I sighed again as I began to pace across his kitchen floor. I was in love with Cain, he was the only one I wanted as a mate but he'd rejected me. He'd rejected me and I couldn't go back to Frank's! Not tomorrow, not ever! My thoughts became frantic and scattered as the hours past on and my pipe dream of running away loomed before me, nearly out of reach. I looked at the tiny red glow that displayed the time on Cain's stove. 11:30... only six hours until Alpha would be home. Only six more hours until my fate was sealed once more. Only six more hours before my only chance of escape would disappear forever.

Without letting myself think, I turned on my heel and headed straight for the front door. I was going to do it. I was going to leave. I was going to run. I was going to be free and nothing and no one would be able to stop me.

*******

Cain's Pov:

When I came home from work Thursday I could feel myself mentally falling apart. Walking up to my own front door had never been so painful. I knew that tonight was to be my last night with Fae. Hopefully not forever but I wasn't exactly sure how often Frank let Fae spend the night with others. Not to mention, I had so much time with the boy at a discount, so it did occur to me that Frank might not allow us to be alone together for a while. That would be for the best, I reasoned with myself as my hand trembled against the doorknob.

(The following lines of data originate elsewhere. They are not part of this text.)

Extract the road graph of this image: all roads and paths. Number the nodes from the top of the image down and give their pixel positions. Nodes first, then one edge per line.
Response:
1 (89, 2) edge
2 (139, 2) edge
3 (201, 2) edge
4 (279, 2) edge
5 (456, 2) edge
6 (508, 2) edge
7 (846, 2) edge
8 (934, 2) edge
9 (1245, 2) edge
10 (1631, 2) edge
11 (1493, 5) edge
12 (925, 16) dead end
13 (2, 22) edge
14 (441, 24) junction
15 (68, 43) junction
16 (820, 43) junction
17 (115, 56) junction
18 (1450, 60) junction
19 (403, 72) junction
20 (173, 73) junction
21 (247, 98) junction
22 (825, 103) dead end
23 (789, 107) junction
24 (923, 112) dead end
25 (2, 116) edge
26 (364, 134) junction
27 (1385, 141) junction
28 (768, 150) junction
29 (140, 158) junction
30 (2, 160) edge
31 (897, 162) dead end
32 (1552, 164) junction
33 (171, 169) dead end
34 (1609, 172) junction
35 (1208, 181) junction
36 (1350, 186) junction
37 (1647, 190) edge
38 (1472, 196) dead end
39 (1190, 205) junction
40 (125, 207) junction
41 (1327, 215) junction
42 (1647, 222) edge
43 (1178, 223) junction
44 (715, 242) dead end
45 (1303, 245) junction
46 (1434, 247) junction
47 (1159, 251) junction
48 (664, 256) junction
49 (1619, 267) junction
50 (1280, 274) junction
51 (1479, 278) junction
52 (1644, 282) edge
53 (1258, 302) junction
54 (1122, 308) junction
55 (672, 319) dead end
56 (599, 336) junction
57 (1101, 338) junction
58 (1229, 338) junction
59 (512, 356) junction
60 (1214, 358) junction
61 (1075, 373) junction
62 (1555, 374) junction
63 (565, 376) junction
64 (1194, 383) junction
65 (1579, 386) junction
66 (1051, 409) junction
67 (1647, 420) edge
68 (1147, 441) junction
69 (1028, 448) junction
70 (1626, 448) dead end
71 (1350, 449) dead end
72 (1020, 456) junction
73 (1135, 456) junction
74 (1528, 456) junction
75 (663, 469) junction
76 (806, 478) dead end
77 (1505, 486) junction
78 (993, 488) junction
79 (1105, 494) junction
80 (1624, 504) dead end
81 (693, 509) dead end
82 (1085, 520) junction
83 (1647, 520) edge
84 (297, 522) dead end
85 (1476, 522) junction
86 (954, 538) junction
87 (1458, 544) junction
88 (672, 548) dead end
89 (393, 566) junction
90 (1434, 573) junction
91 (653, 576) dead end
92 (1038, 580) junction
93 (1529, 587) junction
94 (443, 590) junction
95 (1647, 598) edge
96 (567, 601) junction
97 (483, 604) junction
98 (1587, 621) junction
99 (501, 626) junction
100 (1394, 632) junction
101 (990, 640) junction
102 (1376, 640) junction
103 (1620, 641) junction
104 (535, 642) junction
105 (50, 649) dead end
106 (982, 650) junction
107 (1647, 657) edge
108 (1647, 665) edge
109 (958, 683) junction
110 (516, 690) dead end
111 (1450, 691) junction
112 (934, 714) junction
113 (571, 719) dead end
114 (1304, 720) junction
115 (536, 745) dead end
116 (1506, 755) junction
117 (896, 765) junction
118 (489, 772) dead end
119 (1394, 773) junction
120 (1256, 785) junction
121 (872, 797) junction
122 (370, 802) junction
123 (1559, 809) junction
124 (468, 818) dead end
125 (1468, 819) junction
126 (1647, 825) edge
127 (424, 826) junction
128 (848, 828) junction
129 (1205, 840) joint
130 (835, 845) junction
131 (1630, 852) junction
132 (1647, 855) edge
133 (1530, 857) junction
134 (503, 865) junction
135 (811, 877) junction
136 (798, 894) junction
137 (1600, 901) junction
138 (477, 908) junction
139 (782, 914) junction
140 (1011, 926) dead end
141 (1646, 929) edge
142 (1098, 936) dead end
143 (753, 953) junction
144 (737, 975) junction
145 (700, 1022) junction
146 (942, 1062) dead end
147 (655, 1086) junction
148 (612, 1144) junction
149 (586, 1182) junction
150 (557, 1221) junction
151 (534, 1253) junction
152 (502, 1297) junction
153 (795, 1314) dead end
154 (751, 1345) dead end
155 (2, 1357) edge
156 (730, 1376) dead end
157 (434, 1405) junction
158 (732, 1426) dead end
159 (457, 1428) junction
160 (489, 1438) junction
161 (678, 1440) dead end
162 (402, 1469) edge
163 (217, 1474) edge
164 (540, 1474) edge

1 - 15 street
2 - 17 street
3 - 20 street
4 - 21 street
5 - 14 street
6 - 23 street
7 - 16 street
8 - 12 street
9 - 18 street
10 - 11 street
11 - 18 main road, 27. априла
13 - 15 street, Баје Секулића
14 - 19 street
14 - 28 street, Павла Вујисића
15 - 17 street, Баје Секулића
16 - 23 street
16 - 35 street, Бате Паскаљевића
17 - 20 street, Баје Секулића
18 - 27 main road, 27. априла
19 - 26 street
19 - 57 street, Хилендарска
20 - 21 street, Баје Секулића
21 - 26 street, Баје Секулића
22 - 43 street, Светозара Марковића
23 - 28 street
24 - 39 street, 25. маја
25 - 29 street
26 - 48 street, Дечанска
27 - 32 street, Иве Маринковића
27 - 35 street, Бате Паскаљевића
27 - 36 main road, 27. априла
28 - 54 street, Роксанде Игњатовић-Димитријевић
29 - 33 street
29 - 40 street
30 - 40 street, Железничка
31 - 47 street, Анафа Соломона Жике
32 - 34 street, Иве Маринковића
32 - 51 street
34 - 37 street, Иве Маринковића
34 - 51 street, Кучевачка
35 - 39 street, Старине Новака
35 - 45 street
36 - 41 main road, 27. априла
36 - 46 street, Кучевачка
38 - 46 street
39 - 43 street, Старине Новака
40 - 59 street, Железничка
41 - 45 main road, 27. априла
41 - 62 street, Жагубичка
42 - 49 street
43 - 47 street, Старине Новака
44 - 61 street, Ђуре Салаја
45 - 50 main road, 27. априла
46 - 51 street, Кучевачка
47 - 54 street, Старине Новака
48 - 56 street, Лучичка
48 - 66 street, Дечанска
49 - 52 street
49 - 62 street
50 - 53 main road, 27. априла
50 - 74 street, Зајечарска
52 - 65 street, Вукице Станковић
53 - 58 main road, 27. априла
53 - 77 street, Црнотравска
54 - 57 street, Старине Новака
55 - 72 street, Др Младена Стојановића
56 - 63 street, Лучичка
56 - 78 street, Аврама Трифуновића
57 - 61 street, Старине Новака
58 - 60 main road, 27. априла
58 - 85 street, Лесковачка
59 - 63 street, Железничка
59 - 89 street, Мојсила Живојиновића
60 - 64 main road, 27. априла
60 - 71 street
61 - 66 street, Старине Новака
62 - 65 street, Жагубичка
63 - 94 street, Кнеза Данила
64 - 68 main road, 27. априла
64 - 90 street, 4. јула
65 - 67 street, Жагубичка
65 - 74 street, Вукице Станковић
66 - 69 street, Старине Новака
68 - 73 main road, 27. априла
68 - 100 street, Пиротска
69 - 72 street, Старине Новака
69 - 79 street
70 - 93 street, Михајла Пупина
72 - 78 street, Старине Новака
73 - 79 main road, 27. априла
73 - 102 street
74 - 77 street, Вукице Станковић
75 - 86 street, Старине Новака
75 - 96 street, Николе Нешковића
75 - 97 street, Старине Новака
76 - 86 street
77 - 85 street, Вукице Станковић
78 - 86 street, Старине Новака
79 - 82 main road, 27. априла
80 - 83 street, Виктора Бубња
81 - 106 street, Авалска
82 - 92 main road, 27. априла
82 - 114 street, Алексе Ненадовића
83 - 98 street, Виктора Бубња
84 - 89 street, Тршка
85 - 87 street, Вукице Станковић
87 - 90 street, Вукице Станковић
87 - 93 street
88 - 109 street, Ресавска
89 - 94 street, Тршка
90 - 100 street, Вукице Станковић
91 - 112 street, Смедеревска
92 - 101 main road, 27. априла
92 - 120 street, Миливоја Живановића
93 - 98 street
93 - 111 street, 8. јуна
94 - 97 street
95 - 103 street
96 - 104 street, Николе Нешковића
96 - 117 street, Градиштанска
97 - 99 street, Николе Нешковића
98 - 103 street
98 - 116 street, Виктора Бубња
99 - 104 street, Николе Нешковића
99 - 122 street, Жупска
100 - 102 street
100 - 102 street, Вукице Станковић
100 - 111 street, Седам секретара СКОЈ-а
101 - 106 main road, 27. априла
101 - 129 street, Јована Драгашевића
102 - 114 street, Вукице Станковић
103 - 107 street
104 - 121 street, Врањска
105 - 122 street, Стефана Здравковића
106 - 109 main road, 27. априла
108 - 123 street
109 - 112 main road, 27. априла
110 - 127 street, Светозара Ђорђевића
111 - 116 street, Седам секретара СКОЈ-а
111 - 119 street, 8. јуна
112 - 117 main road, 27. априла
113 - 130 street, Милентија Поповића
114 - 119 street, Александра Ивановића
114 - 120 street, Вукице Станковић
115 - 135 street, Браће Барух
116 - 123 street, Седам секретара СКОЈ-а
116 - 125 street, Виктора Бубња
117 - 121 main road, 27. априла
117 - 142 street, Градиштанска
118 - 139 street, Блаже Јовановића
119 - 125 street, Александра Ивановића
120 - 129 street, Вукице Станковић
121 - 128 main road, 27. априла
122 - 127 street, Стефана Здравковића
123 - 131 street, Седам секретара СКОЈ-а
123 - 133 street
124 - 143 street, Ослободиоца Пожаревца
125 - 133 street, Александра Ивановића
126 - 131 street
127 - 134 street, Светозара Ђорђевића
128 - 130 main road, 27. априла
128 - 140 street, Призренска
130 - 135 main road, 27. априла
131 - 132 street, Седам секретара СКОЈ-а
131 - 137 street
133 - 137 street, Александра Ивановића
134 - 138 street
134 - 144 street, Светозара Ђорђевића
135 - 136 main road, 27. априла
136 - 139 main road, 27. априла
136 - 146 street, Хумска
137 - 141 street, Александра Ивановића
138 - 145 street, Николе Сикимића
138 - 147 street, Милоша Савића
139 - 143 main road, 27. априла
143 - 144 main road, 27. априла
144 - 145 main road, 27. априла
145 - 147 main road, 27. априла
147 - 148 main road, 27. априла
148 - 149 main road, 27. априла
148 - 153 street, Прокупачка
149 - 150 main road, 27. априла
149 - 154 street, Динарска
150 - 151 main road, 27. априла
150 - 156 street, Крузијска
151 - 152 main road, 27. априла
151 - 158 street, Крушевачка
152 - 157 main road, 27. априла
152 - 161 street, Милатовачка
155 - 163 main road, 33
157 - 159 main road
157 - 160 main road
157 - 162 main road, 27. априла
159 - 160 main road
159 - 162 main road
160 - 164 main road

"I can't mate with a prostitute," I muttered to my wolf, hating myself for reducing Fae to that.

My wolf snapped at me. "I should have more experiences," I told him. "And besides, he needs to go back... he... he's never going to be ours."

I ignored my wolf as he growled and snapped within my mind. He had been much quieter and easier to ignore these past few days, since I'd begun to triple my suppressant dosage, but whenever we talked... he reacted badly... so we'd barely communicated since Monday. Leaving me to feel at odds and almost separate from half of my being.

I pulled a small, white pill out from my jacket pocket and stuffed it in my mouth, swallowing it down dry. I needed to be calm, I needed to detach myself from Fae and I couldn't bare to be myself around him, when my wolf could so easily change my mind tonight. I couldn't afford for my mind to be changed. He was going back, that was final.

I finally pushed the door open and noticed how my appartement was dark. Normally, the living room and kitchen lights would be on and Fae would be kneeling for me by the door, only today, he wasn't. Anxious that the omega had run, I quickly turned on all the lights and searched for Fae.

However, to my relief, I didn't have to very look far. Upon entering my bedroom, I found that Fae had, once again, broken into my black box but this time... I couldn't find it in me to be angry with him for that. He simply looked too pitiful. The boy was on his hands and knees with his ankles sloppily but tightly tied to my bed posts. He was wearing the pink dress I'd bought him but the skirt lay up on his slender hips and he wasn't wearing any underwear so that his ass was easily accessible to me. As I walked further in, I noticed that he'd tied one of his wrists to another bedpost but the opposite wrist was free. I walked around the bed so that I could secure his free wrist and at my touch, I heard Fae let out a needy whimper.

I looked down at him and my eyes widened when I saw that the boy had put on my spare makeup. I hadn't realized that I'd left it in my box and I felt a blush spread across my face at the sight of his messy efforts. However, when I noticed the black tear tracks that the mascara had left down his cheeks, my wolf tried to nudge me into feeling concerned.